RECORDED DATA START

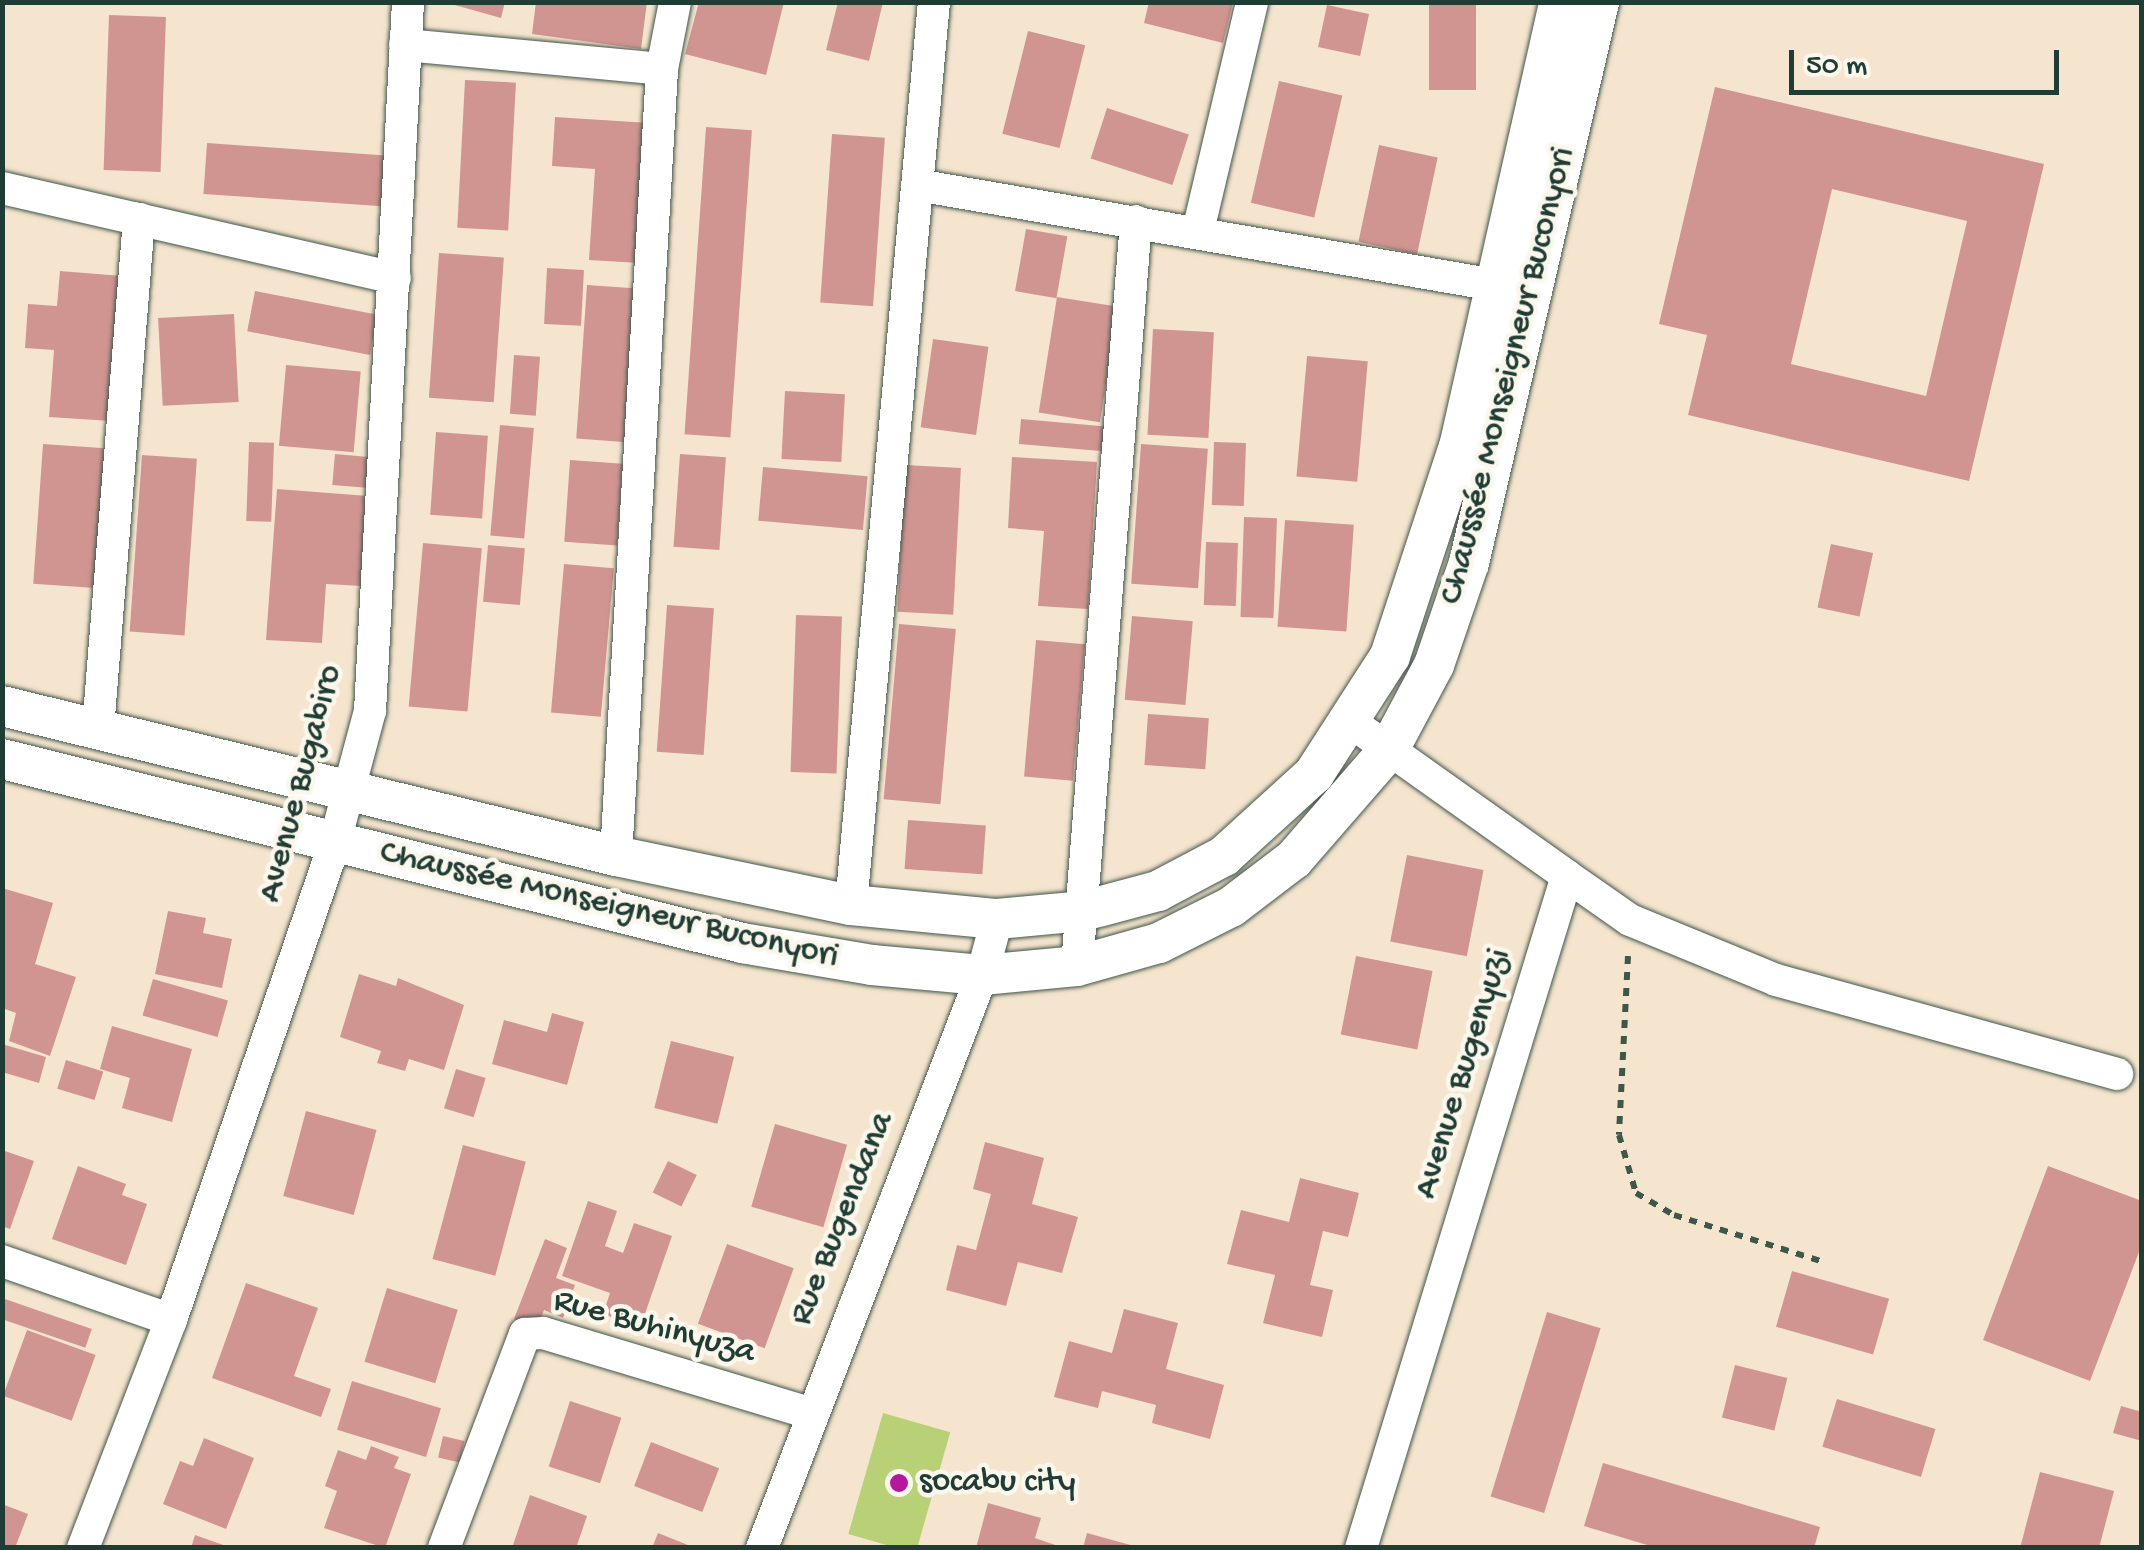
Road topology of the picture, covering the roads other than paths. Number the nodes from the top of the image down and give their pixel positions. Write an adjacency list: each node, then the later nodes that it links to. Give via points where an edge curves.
1 (408, 2): 7 (street, Avenue Bugabiro)
2 (674, 2): 8 (street)
3 (934, 2): 9 (street)
4 (1252, 2): 13 (street)
5 (1559, 2): 15 (street, Chaussée Monseigneur Buconyori)
6 (1600, 2): 15 (street, Chaussée Monseigneur Buconyori)
7 (406, 45): 8 (street); 14 (street, Avenue Bugabiro)
8 (662, 69): 23 (street)
9 (917, 185): 12 (street); 25 (street)
10 (2, 188): 11 (street)
11 (140, 219): 14 (street); 18 (street)
12 (1136, 221): 13 (street); 26 (street)
13 (1198, 231): 15 (street)
14 (395, 278): 21 (street, Avenue Bugabiro, via 378,639 370,710)
15 (1514, 288): 17 (street, Chaussée Monseigneur Buconyori, via 1390,656); 19 (street, Chaussée Monseigneur Buconyori, via 1469,563 1434,665)
16 (2, 706): 18 (street, Chaussée Monseigneur Buconyori)
17 (1352, 723): 19 (street); 26 (street, Chaussée Monseigneur Buconyori, via 1314,774 1224,856 1158,891)
18 (98, 730): 21 (street, Chaussée Monseigneur Buconyori)
19 (1388, 751): 24 (street); 28 (street, Chaussée Monseigneur Buconyori, via 1294,859 1231,907 1159,943)
20 (2, 759): 22 (street, Chaussée Monseigneur Buconyori)
21 (348, 792): 22 (street, Avenue Bugabiro); 23 (street, Chaussée Monseigneur Buconyori)
22 (334, 844): 29 (street, Chaussée Monseigneur Buconyori, via 742,943); 32 (street, Avenue Bugabiro)
23 (616, 856): 25 (street, Chaussée Monseigneur Buconyori)
24 (1567, 876): 30 (street, via 1630,920 1776,980); 37 (street, Avenue Bugenyuzi)
25 (851, 905): 27 (street, Chaussée Monseigneur Buconyori)
26 (1083, 912): 27 (street, Chaussée Monseigneur Buconyori); 28 (street)
27 (997, 919): 29 (street, Rue Bugendana)
28 (1076, 966): 29 (street, Chaussée Monseigneur Buconyori)
29 (982, 975): 33 (street, Rue Bugendana)
30 (2117, 1074)
31 (2, 1261): 32 (street)
32 (172, 1320): 34 (street, Avenue Bugabiro)
33 (809, 1413): 35 (street, Rue Buhinyuza, via 543,1333 525,1334); 36 (street, Rue Bugendana)
34 (83, 1548)
35 (444, 1548)
36 (762, 1548)
37 (1361, 1548)

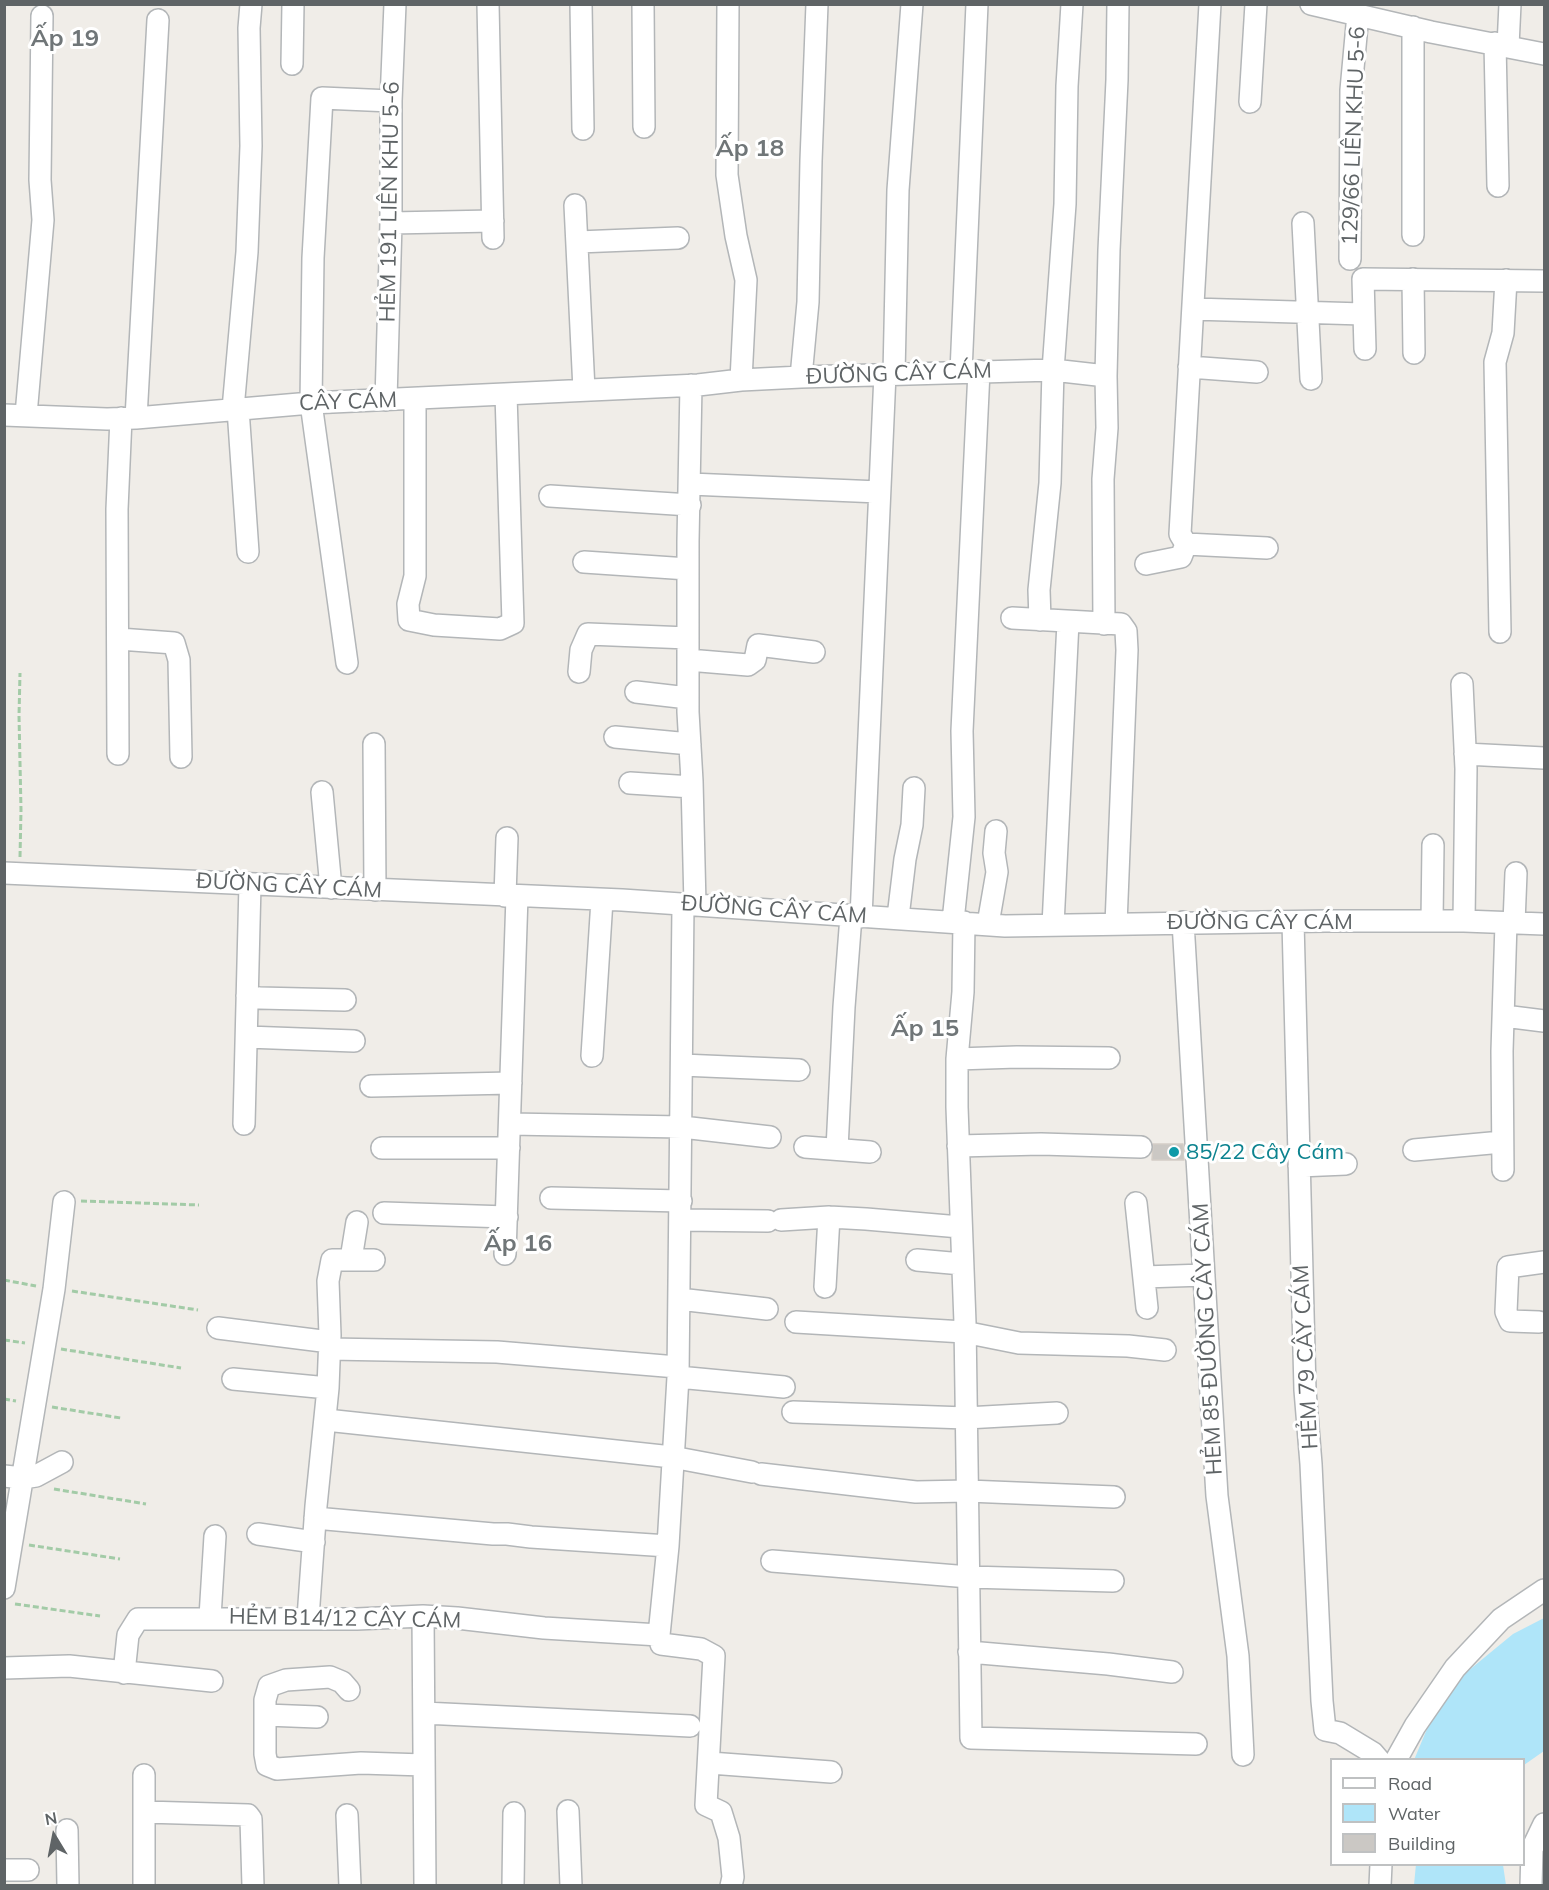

RECORDED DATA END

Copy from the entries only those lines that hold the word "Avenue".

**RESPONSE TO THIS TASK**
1 (408, 2): 7 (street, Avenue Bugabiro)
7 (406, 45): 8 (street); 14 (street, Avenue Bugabiro)
14 (395, 278): 21 (street, Avenue Bugabiro, via 378,639 370,710)
21 (348, 792): 22 (street, Avenue Bugabiro); 23 (street, Chaussée Monseigneur Buconyori)
22 (334, 844): 29 (street, Chaussée Monseigneur Buconyori, via 742,943); 32 (street, Avenue Bugabiro)
24 (1567, 876): 30 (street, via 1630,920 1776,980); 37 (street, Avenue Bugenyuzi)
32 (172, 1320): 34 (street, Avenue Bugabiro)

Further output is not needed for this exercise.